Exercise details: Omit the pictures, and output the rest of the entries exactly as written.
**** Provided material ****
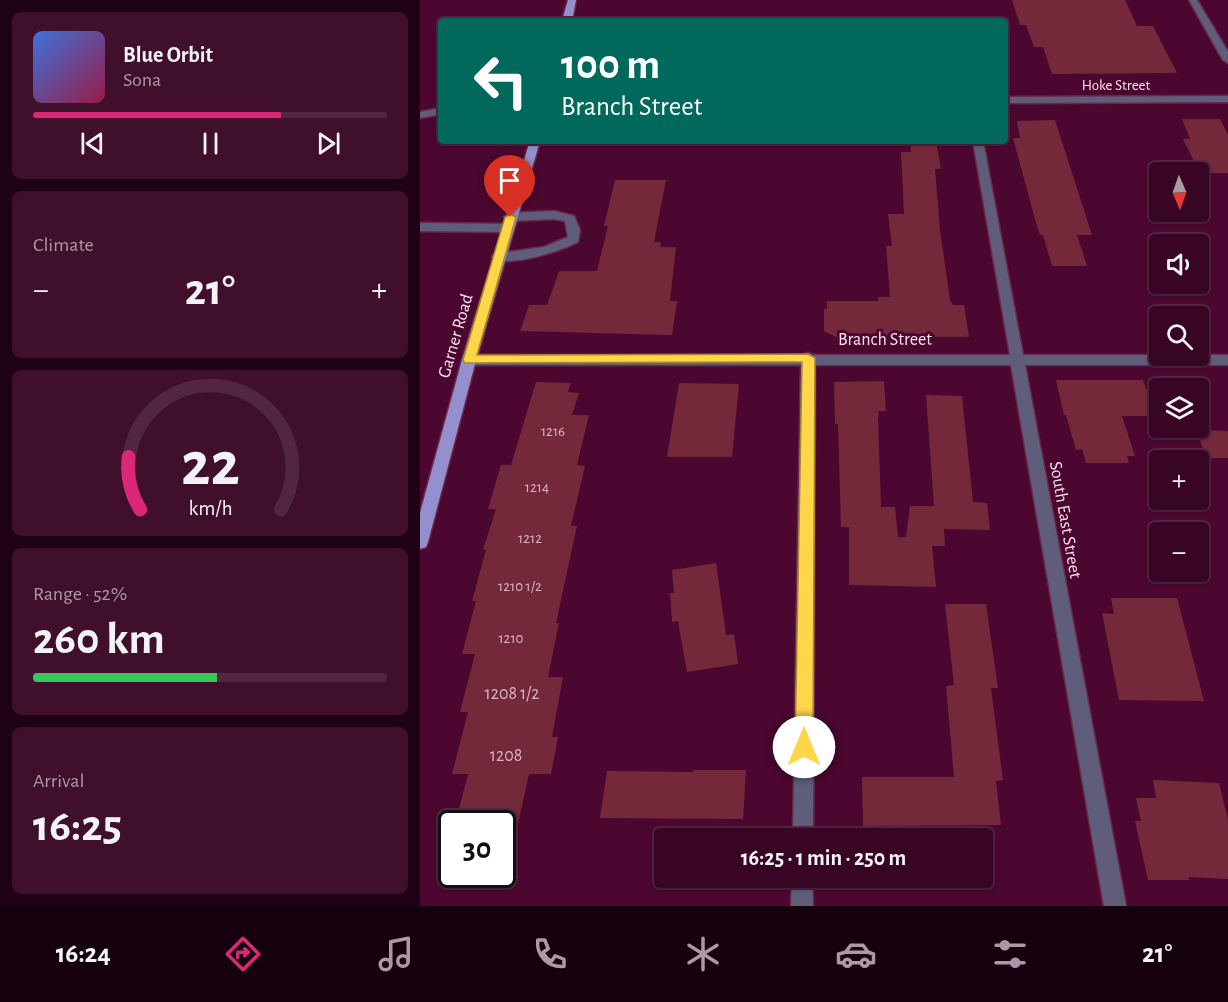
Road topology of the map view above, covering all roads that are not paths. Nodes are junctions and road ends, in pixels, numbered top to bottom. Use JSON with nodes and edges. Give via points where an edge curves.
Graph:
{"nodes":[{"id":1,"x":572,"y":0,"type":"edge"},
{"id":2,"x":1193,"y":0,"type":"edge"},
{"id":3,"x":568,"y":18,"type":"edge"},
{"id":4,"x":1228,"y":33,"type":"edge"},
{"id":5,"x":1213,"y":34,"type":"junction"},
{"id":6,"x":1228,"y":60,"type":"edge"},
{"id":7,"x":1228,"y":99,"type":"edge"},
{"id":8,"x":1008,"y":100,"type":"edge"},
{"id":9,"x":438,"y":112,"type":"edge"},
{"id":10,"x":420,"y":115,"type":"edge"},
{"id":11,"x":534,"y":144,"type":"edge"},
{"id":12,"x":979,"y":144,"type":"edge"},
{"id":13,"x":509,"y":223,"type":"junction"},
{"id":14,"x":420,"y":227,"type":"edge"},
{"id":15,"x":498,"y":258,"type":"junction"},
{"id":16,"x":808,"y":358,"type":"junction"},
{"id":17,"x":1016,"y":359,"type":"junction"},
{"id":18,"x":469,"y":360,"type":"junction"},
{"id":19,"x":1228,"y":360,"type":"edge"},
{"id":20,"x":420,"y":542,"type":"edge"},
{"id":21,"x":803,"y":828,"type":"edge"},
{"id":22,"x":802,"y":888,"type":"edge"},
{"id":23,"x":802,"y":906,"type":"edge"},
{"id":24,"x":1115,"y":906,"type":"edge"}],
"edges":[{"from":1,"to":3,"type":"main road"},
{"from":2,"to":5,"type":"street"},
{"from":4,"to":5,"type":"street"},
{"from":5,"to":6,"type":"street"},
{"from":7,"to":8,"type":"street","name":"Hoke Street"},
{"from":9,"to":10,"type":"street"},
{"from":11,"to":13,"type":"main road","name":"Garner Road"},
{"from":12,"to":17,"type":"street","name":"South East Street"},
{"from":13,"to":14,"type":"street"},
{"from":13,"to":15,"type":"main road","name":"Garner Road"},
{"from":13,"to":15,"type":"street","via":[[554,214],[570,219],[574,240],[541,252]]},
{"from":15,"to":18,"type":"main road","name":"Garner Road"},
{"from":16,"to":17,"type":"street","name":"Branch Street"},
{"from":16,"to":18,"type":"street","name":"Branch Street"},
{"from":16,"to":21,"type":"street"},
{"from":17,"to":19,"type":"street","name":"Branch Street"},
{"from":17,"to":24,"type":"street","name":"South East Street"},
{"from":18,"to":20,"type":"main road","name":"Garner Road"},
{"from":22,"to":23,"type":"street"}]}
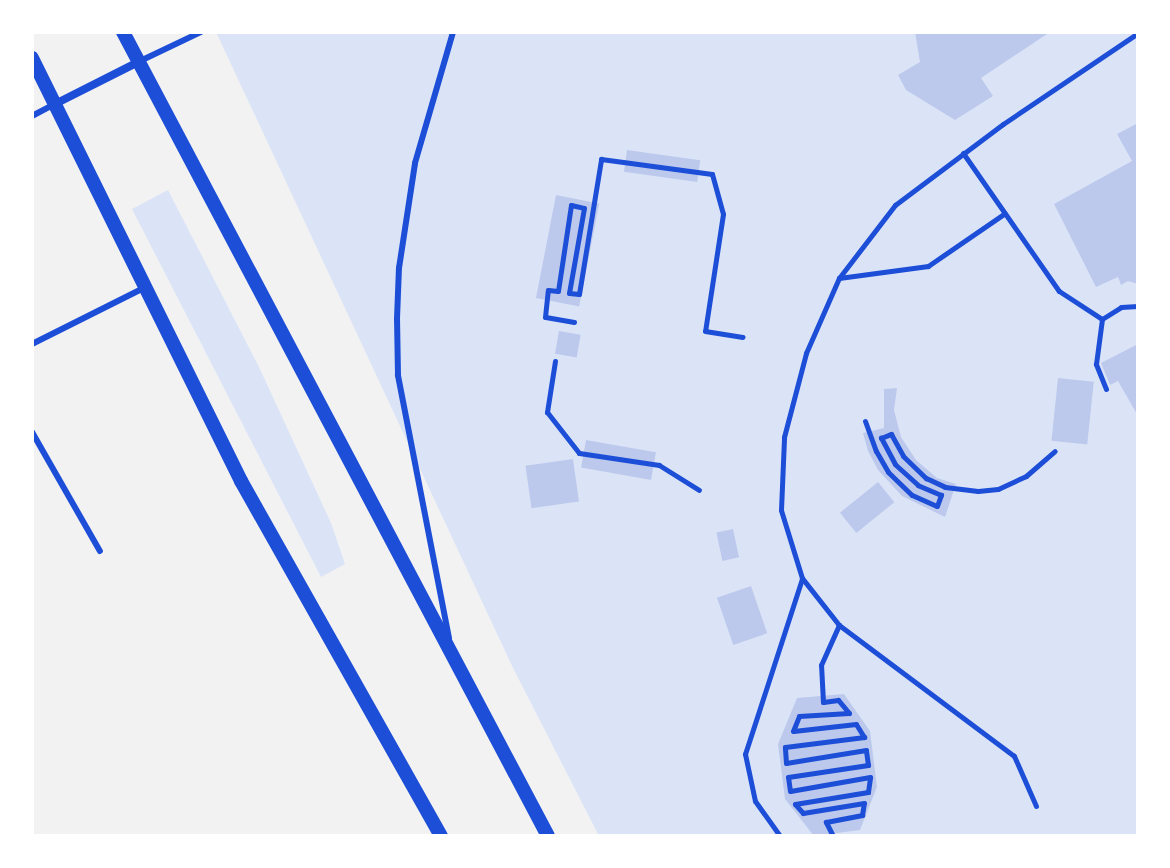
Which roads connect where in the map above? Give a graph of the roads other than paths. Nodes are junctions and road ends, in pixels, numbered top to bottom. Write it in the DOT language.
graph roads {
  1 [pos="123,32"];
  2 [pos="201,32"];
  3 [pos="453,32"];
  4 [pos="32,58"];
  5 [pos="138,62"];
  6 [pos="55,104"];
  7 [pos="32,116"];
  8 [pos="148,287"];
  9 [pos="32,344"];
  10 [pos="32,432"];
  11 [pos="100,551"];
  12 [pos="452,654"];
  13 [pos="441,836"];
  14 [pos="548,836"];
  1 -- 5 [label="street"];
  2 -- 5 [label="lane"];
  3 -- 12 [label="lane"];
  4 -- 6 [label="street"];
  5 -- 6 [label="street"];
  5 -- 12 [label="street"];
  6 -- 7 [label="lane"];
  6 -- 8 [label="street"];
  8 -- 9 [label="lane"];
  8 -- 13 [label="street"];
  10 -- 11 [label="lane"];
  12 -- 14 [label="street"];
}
****
Response box:
Road topology of the map view above, covering all roads that are not paths. Nodes are junctions and road ends, in pixels, numbered top to bottom. Use JSON with nodes and edges. Give via points where an edge curves.
Graph:
{"nodes":[{"id":1,"x":572,"y":0,"type":"edge"},
{"id":2,"x":1193,"y":0,"type":"edge"},
{"id":3,"x":568,"y":18,"type":"edge"},
{"id":4,"x":1228,"y":33,"type":"edge"},
{"id":5,"x":1213,"y":34,"type":"junction"},
{"id":6,"x":1228,"y":60,"type":"edge"},
{"id":7,"x":1228,"y":99,"type":"edge"},
{"id":8,"x":1008,"y":100,"type":"edge"},
{"id":9,"x":438,"y":112,"type":"edge"},
{"id":10,"x":420,"y":115,"type":"edge"},
{"id":11,"x":534,"y":144,"type":"edge"},
{"id":12,"x":979,"y":144,"type":"edge"},
{"id":13,"x":509,"y":223,"type":"junction"},
{"id":14,"x":420,"y":227,"type":"edge"},
{"id":15,"x":498,"y":258,"type":"junction"},
{"id":16,"x":808,"y":358,"type":"junction"},
{"id":17,"x":1016,"y":359,"type":"junction"},
{"id":18,"x":469,"y":360,"type":"junction"},
{"id":19,"x":1228,"y":360,"type":"edge"},
{"id":20,"x":420,"y":542,"type":"edge"},
{"id":21,"x":803,"y":828,"type":"edge"},
{"id":22,"x":802,"y":888,"type":"edge"},
{"id":23,"x":802,"y":906,"type":"edge"},
{"id":24,"x":1115,"y":906,"type":"edge"}],
"edges":[{"from":1,"to":3,"type":"main road"},
{"from":2,"to":5,"type":"street"},
{"from":4,"to":5,"type":"street"},
{"from":5,"to":6,"type":"street"},
{"from":7,"to":8,"type":"street","name":"Hoke Street"},
{"from":9,"to":10,"type":"street"},
{"from":11,"to":13,"type":"main road","name":"Garner Road"},
{"from":12,"to":17,"type":"street","name":"South East Street"},
{"from":13,"to":14,"type":"street"},
{"from":13,"to":15,"type":"main road","name":"Garner Road"},
{"from":13,"to":15,"type":"street","via":[[554,214],[570,219],[574,240],[541,252]]},
{"from":15,"to":18,"type":"main road","name":"Garner Road"},
{"from":16,"to":17,"type":"street","name":"Branch Street"},
{"from":16,"to":18,"type":"street","name":"Branch Street"},
{"from":16,"to":21,"type":"street"},
{"from":17,"to":19,"type":"street","name":"Branch Street"},
{"from":17,"to":24,"type":"street","name":"South East Street"},
{"from":18,"to":20,"type":"main road","name":"Garner Road"},
{"from":22,"to":23,"type":"street"}]}
Which roads connect where in the map above? Give a graph of the roads other than paths. Nodes are junctions and road ends, in pixels, numbered top to bottom. Write it in the DOT language.
graph roads {
  1 [pos="123,32"];
  2 [pos="201,32"];
  3 [pos="453,32"];
  4 [pos="32,58"];
  5 [pos="138,62"];
  6 [pos="55,104"];
  7 [pos="32,116"];
  8 [pos="148,287"];
  9 [pos="32,344"];
  10 [pos="32,432"];
  11 [pos="100,551"];
  12 [pos="452,654"];
  13 [pos="441,836"];
  14 [pos="548,836"];
  1 -- 5 [label="street"];
  2 -- 5 [label="lane"];
  3 -- 12 [label="lane"];
  4 -- 6 [label="street"];
  5 -- 6 [label="street"];
  5 -- 12 [label="street"];
  6 -- 7 [label="lane"];
  6 -- 8 [label="street"];
  8 -- 9 [label="lane"];
  8 -- 13 [label="street"];
  10 -- 11 [label="lane"];
  12 -- 14 [label="street"];
}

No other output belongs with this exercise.